"""

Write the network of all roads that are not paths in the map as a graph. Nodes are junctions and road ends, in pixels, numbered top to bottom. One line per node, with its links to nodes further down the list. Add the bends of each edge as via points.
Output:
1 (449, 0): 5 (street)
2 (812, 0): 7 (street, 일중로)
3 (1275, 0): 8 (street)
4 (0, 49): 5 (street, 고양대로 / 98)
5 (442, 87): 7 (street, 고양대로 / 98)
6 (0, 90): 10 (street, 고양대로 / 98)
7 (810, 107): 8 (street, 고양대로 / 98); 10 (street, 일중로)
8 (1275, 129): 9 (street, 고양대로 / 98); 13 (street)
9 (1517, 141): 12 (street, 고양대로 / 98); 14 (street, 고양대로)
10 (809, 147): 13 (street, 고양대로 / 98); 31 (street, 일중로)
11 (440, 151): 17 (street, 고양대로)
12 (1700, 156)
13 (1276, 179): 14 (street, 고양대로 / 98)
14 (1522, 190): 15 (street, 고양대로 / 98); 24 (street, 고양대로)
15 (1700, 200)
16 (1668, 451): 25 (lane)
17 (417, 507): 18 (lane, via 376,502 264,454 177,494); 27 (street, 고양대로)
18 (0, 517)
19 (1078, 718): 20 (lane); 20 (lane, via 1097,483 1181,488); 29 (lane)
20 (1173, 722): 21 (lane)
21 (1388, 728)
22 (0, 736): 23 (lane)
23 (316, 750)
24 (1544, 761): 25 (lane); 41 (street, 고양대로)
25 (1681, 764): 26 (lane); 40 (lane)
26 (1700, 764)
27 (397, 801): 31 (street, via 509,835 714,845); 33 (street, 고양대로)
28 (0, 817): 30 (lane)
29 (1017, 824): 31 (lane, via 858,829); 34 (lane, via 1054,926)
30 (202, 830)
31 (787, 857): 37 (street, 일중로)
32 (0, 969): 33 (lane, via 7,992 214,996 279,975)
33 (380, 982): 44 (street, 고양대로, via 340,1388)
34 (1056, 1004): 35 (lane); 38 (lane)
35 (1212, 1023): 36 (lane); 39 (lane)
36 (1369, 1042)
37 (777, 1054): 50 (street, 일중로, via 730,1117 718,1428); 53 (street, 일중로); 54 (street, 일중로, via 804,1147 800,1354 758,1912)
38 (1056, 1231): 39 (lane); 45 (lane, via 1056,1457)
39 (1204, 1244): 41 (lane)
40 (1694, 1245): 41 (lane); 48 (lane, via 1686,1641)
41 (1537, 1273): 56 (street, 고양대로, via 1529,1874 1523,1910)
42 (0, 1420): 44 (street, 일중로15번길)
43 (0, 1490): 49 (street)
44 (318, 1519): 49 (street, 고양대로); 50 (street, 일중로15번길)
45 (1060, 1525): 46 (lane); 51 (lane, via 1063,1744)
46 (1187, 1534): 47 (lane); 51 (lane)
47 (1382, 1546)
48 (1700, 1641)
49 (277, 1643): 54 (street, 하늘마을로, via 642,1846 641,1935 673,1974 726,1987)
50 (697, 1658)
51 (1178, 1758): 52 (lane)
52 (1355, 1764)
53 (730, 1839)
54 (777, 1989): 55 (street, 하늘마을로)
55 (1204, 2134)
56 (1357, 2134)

"""

Try it:
From the listing, reproduce every line where the word "하늘마을로" is present.

Solved exercise:
49 (277, 1643): 54 (street, 하늘마을로, via 642,1846 641,1935 673,1974 726,1987)
54 (777, 1989): 55 (street, 하늘마을로)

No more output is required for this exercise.